This metering device has the advantage that the smallest possible distance between the sealing element and the actuator is maintained even with fluctuating working temperatures. Thus, an opening of the sealing element is always ensured by the actuator, which by the hydraulic Compensation element achievable compensation of the thermal expansion of the actuator is maintained.

In the method for producing the dosing device according to the invention, the first end cap is guided past the stop and the end cap and the stop face each other in such a way that upon movement of the end cap in the direction of the hydraulic compensating element, the end cap hits the stop and this movement is blocked ,

The method corresponds to a simple key-lock relationship between the end cap and the stop. It is particularly suitable and safe for easy production of the metering device.

The key-lock ratio is preferably a bayonet lock.

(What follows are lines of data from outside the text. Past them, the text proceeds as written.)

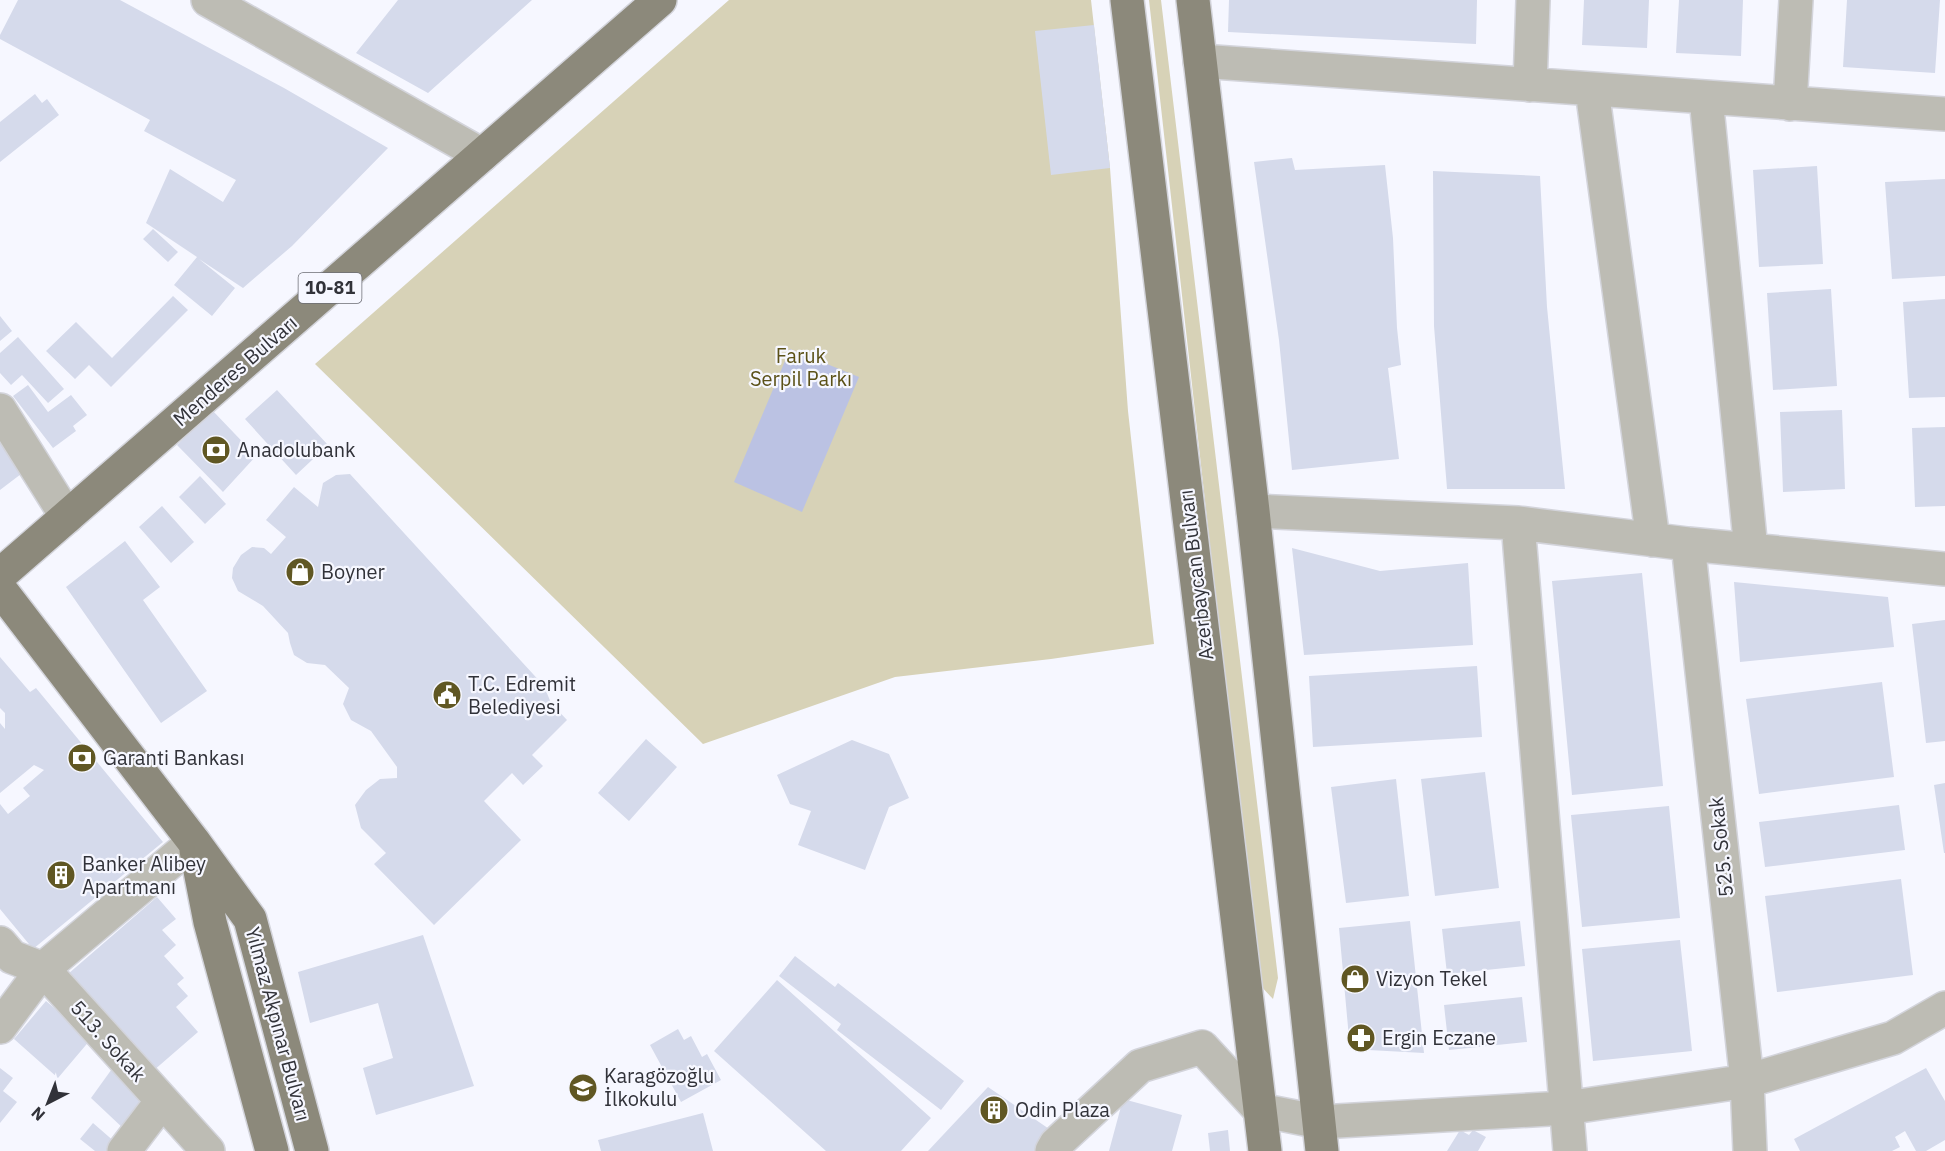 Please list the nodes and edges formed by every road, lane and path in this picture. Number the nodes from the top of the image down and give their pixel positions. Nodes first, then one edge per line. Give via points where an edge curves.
1 (208, 0) edge
2 (660, 0) edge
3 (1127, 0) edge
4 (1193, 0) edge
5 (1533, 0) edge
6 (1796, 0) edge
7 (1200, 61) junction
8 (1530, 85) junction
9 (1592, 90) junction
10 (1706, 98) junction
11 (1791, 104) junction
12 (1945, 114) edge
13 (482, 155) junction
14 (0, 410) edge
15 (1253, 511) junction
16 (67, 517) junction
17 (1518, 523) junction
18 (1653, 540) junction
19 (1688, 544) junction
20 (1750, 550) junction
21 (1945, 569) edge
22 (0, 575) edge
23 (0, 590) edge
24 (194, 842) junction
25 (0, 943) edge
26 (43, 969) junction
27 (1945, 1008) edge
28 (0, 1027) edge
29 (1747, 1081) junction
30 (162, 1101) junction
31 (1566, 1108) junction
32 (1260, 1110) junction
33 (1321, 1136) edge
34 (124, 1151) edge
35 (208, 1151) edge
36 (272, 1151) edge
37 (312, 1151) edge
38 (1052, 1151) edge
39 (1265, 1151) edge
40 (1570, 1151) edge
41 (1750, 1151) edge

1 - 13 street
2 - 13 main road, Menderes Bulvarı / 10-81
3 - 32 main road, Azerbaycan Bulvarı
4 - 7 main road
5 - 8 street
6 - 11 street
7 - 8 street
7 - 15 main road
8 - 9 street
9 - 10 street
9 - 18 street
10 - 11 street
10 - 20 street
11 - 12 street
13 - 16 main road, Menderes Bulvarı / 10-81
14 - 16 street
15 - 17 street
15 - 33 main road
16 - 22 main road, Menderes Bulvarı / 10-81
17 - 18 street
17 - 31 street
18 - 19 street
19 - 20 street
19 - 29 street, 525. Sokak
20 - 21 street
23 - 24 main road, Yılmaz Akpınar Bulvarı
24 - 26 street
24 - 36 main road, Yılmaz Akpınar Bulvarı via 210,922
24 - 37 main road, Yılmaz Akpınar Bulvarı via 250,919
25 - 26 street, 513. Sokak via 12,957
26 - 28 street
26 - 30 street, 513. Sokak
27 - 29 street via 1893,1038
29 - 31 street
29 - 41 street, 525. Sokak
30 - 34 street
30 - 35 street, 513. Sokak
31 - 33 street
31 - 40 street
32 - 33 street
32 - 38 street via 1202,1047 1140,1066
32 - 39 main road, Azerbaycan Bulvarı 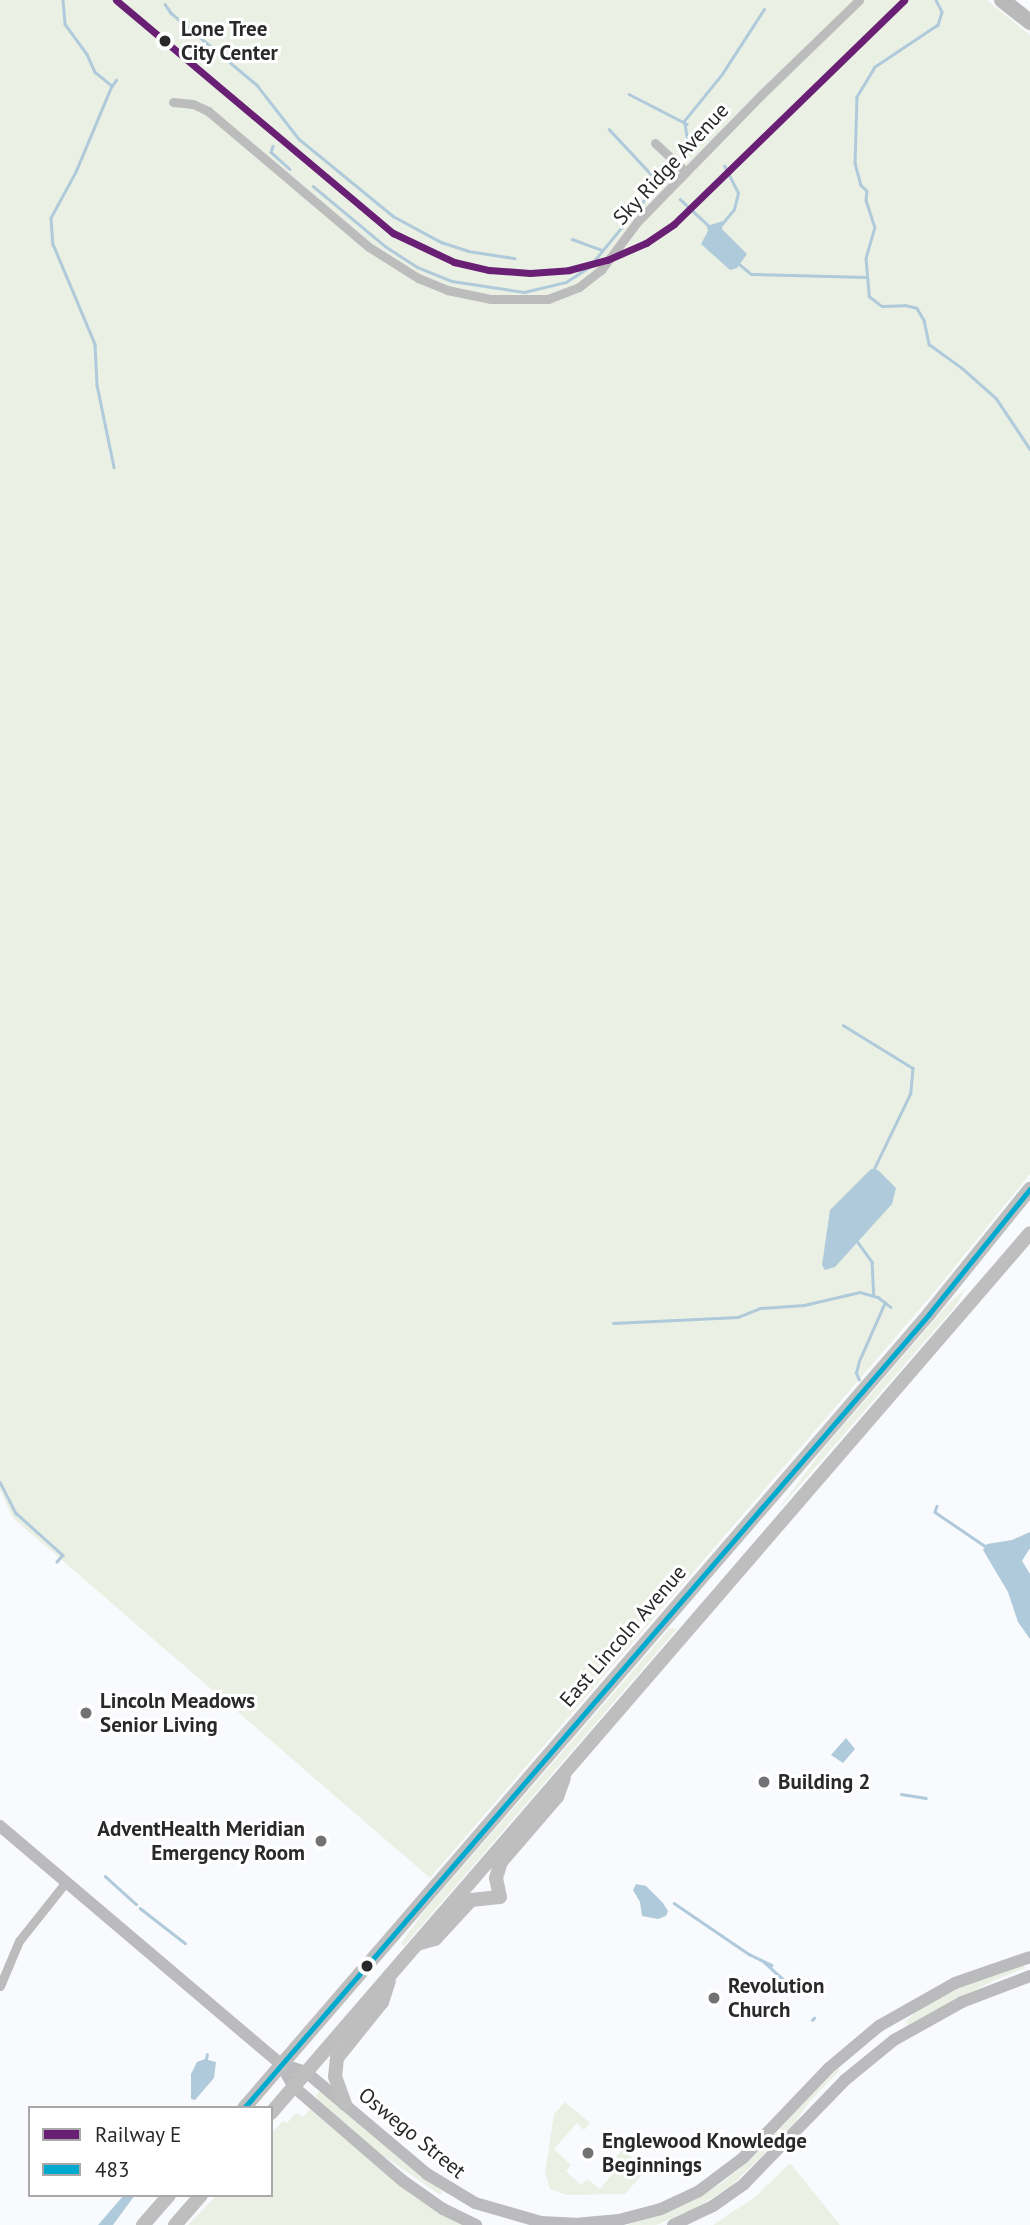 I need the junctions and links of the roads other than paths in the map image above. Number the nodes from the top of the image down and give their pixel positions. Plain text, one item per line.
1 (859, 0) edge
2 (1002, 0) edge
3 (1030, 22) edge
4 (173, 102) dead end
5 (655, 143) dead end
6 (686, 172) junction
7 (1030, 1189) edge
8 (1030, 1233) edge
9 (566, 1772) junction
10 (0, 1826) edge
11 (66, 1882) junction
12 (417, 1944) junction
13 (1030, 1956) edge
14 (391, 1974) junction
15 (1030, 1976) edge
16 (0, 1986) edge
17 (281, 2064) junction
18 (306, 2072) junction
19 (294, 2087) junction
20 (345, 2104) junction
21 (246, 2106) edge
22 (273, 2111) edge
23 (167, 2197) edge
24 (199, 2197) edge
25 (143, 2225) edge
26 (175, 2225) edge
27 (476, 2225) edge
28 (673, 2225) edge

1 - 6 street, Sky Ridge Avenue
2 - 3 highway
4 - 6 street, Sky Ridge Avenue
5 - 6 street
7 - 17 main road, East Lincoln Avenue
8 - 9 main road
9 - 12 main road
9 - 12 main road
10 - 11 main road, Oswego Street
11 - 16 street
11 - 17 main road, Oswego Street
12 - 14 main road
13 - 20 main road, Oswego Street
14 - 18 main road
14 - 20 main road
15 - 28 main road
17 - 18 main road, Oswego Street
17 - 19 main road, Oswego Street
17 - 21 main road, East Lincoln Avenue
18 - 19 main road
18 - 20 main road, Oswego Street
19 - 22 main road
19 - 27 main road, Oswego Street
23 - 25 main road
24 - 26 main road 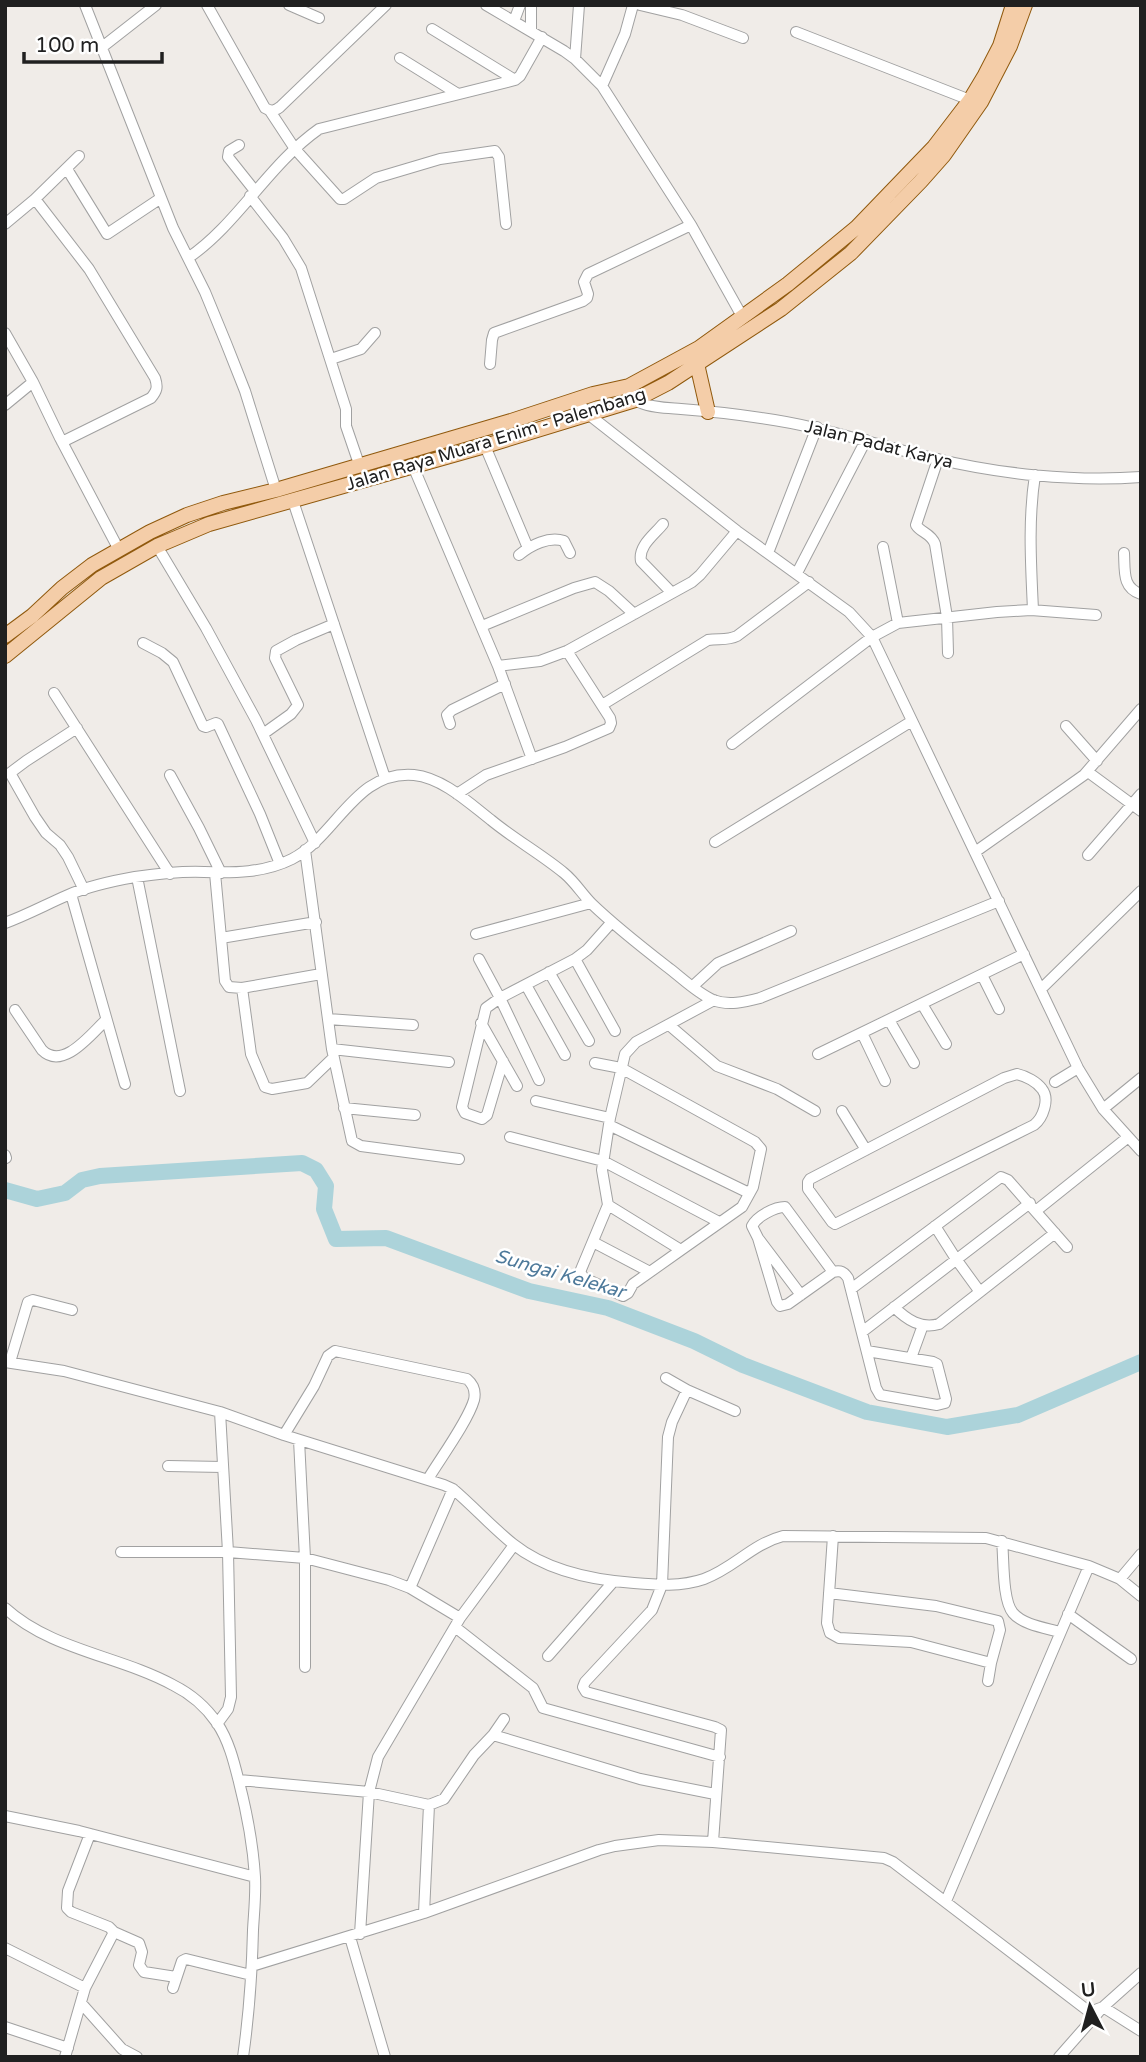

The actuator is preferably a piezoelectric actuator.

Further advantages and a more detailed explanation of the invention will become apparent from the following embodiments.

Figur 2

eine Dosiervorrichtung mit einer Anschlagsanordnung und einem hydraulischen Kompensationselement,

Figur 3

Beispiele einer Geometrie einer Endkappe,

Figur 4

die durch ein Gehäuse geführte und in Figur 3 vorgestellte Endkappe,

Figur 5

eine drei-dimensionale Ansicht der durch das Gehäuse geführten Endkappe

Showing:

FIG. 2

a metering device with a stop arrangement and a hydraulic compensating element,

FIG. 3

Examples of a geometry of an end cap,

FIG. 4

which is guided by a housing and in FIG. 3 featured end cap,

FIG. 5

a three-dimensional view of the guided through the housing end cap

FIG. 2 shows a metering device with the known features FIG. 1 , an already mentioned hydraulic compensation element 13, modified end caps 7 ', 3' and a stop 14.

The installation of the hydraulic compensation element 13 in the metering device can be done in a simple manner between one end of the housing 1 and the piezoelectric actuator 2, which advantageously simplifies the integration in or the modification of existing injectors. The hydraulic compensation element is preferably fixedly attached to the inner wall of the housing 1.

The hydraulic compensation element 13 is fundamentally rigid with respect to a brief application of force and at the same time yields with a thermally induced change in length of the actuator.

The hydraulic compensation element 13 preferably has at least one hydraulic chamber 13c, a hollow-cylindrical housing 13a and a piston 13b, the piston 13b or the housing 13a being connected to the second end cap 7 'of the actuator 2. The hydraulic chamber 13c is located between respective axially pressure-effective surfaces of the piston and the housing and between at least two clearance fits 13g, which are formed between the piston and the housing. The axially effective surfaces are aligned substantially axially. The term "axial" is understood to mean the direction of the force actions and transmissions of the piezoactuator or of the hydraulic compensation element. However, "axial" is also understood to mean "essentially axial". The game fits 13g basically have a strong fluid throttling effect. The hydraulic compensation element can be filled under pressure with a fluid, preferably silicone oil. It is preferred that the hydraulic compensation element has an axial through hole 13d through the leads 17 can be performed to the piezoelectric actuator 2. In particular, the piston 13b is provided with this through hole 13d.

The piston 13b and the housing 13a are displaceable relative to each other at a slow thermally induced change in length of the actuator relative to each other, so that the hydraulic compensation element yields in this time. In the case of a momentary application of force, however, the piston only shifts by a negligible distance relative to the housing, so that the hydraulic compensation element is considered to be rigid.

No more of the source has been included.